Add Vectors to `FeedbackDataset`#

This tutorial is part of a series in which we will get to know the FeedbackDataset. In this step, we will show how to set the vector settings and add the vectors, which allow the similarity search in the UI and PythonSDK. You can also take a look at our previous tutorials for configuring the users and workspaces and creating a dataset for a comprehensive overview of the complete workflow. Feel free to check out the practical guides page for more in-depth information and the semantic search page for more information about the similarity search.

Vectors are the embeddings of the text pieces created by a language model. By means of embeddings, we can mathematically represent the text pieces in a vector space. As a result of this representation, we can calculate how similar or different two or more text pieces are. Argilla offers a great opportunity to use this similarity search in the UI and PythonSDK. If you want to see a comprehensive overview of embeddings, you can refer to this page.

workflow

Table of Contents#

Pull the Dataset
1. From Argilla
2. From HuggingFace Hub
Add Vector Settings
Add Vectors
1. To local FeedbackDataset
2. To RemoteFeedbackDataset
Find Similar Records
Push the Dataset
1. To Argilla
2. To HuggingFace Hub
Conclusion

Running Argilla#

For this tutorial, you will need to have an Argilla server running. There are two main options for deploying and running Argilla:

Deploy Argilla on Hugging Face Spaces: If you want to run tutorials with external notebooks (e.g., Google Colab) and you have an account on Hugging Face, you can deploy Argilla on Spaces with a few clicks:

For details about configuring your deployment, check the official Hugging Face Hub guide.

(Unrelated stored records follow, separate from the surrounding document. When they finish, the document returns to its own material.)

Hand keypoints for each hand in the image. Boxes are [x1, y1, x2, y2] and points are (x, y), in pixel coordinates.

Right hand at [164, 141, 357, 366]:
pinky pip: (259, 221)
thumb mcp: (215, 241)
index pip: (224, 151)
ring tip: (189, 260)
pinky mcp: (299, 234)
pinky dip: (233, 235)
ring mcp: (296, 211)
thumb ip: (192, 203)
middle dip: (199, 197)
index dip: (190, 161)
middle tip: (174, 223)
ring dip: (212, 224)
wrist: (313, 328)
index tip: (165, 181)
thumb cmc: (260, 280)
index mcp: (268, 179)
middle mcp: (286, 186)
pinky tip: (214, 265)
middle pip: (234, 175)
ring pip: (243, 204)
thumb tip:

Launch Argilla using Argilla’s quickstart Docker image: This is the recommended option if you want Argilla running on your local machine. Note that this option will only let you run the tutorial locally and not with an external notebook service.

For more information on deployment options, please check the Deployment section of the documentation.

Tip

This tutorial is a Jupyter Notebook. There are two options to run it:

Use the Open in Colab button at the top of this page. This option allows you to run the notebook directly on Google Colab. Don’t forget to change the runtime type to GPU for faster model training and inference.
Download the .ipynb file by clicking on the View source link at the top of the page. This option allows you to download the notebook and run it on your local machine or on a Jupyter notebook tool of your choice.

First, let’s install our dependencies and import the necessary libraries:

[ ]:

!pip install argilla
!pip install datasets

[1]:

import argilla as rg
from argilla._constants import DEFAULT_API_KEY
from sentence_transformers import SentenceTransformer

In order to run this notebook we will need some credentials to push and load datasets from Argilla and 🤗hub, let’s set them in the following cell:

[2]:

# Argilla credentials
api_url = "http://localhost:6900" # "https://<YOUR-HF-SPACE>.hf.space"
api_key = DEFAULT_API_KEY # admin.apikey
# Huggingface credentials
hf_token = "hf_..."

Log to argilla:

[ ]:

rg.init(
    api_url=api_url,
    api_key=api_key
)

Enable Telemetry#

We gain valuable insights from how you interact with our tutorials. To improve ourselves in offering you the most suitable content, using the following lines of code will help us understand that this tutorial is serving you effectively. Though this is entirely anonymous, you can choose to skip this step if you prefer. For more info, please check out the Telemetry page.

[ ]:

try:
    from argilla.utils.telemetry import tutorial_running
    tutorial_running()
except ImportError:
    print("Telemetry is introduced in Argilla 1.20.0 and not found in the current installation. Skipping telemetry.")

Pull the Dataset#

As we uploaded the dataset we created in the previous tutorial to both Argilla and HuggingFace Hub, we can pull the dataset from either of them. Let us see how we can pull the dataset from both.

From Argilla#

We can pull the dataset from Argilla by using the from_argilla method.

[ ]:

dataset_remote = rg.FeedbackDataset.from_argilla("end2end_textclassification")

From HuggingFace Hub#

We can also pull the dataset from HuggingFace Hub. Similarly, we can use the from_huggingface method to pull the dataset.

[ ]:

dataset = rg.FeedbackDataset.from_huggingface("argilla/end2end_textclassification")

Note

The dataset pulled from HuggingFace Hub is an instance of FeedbackDataset whereas the dataset pulled from Argilla is an instance of RemoteFeedbackDataset. The difference between the two is that the former is a local one and the changes made on it stay locally. On the other hand, the latter is a remote one and the changes made on it are directly reflected on the dataset on the Argilla server, which can make your process faster.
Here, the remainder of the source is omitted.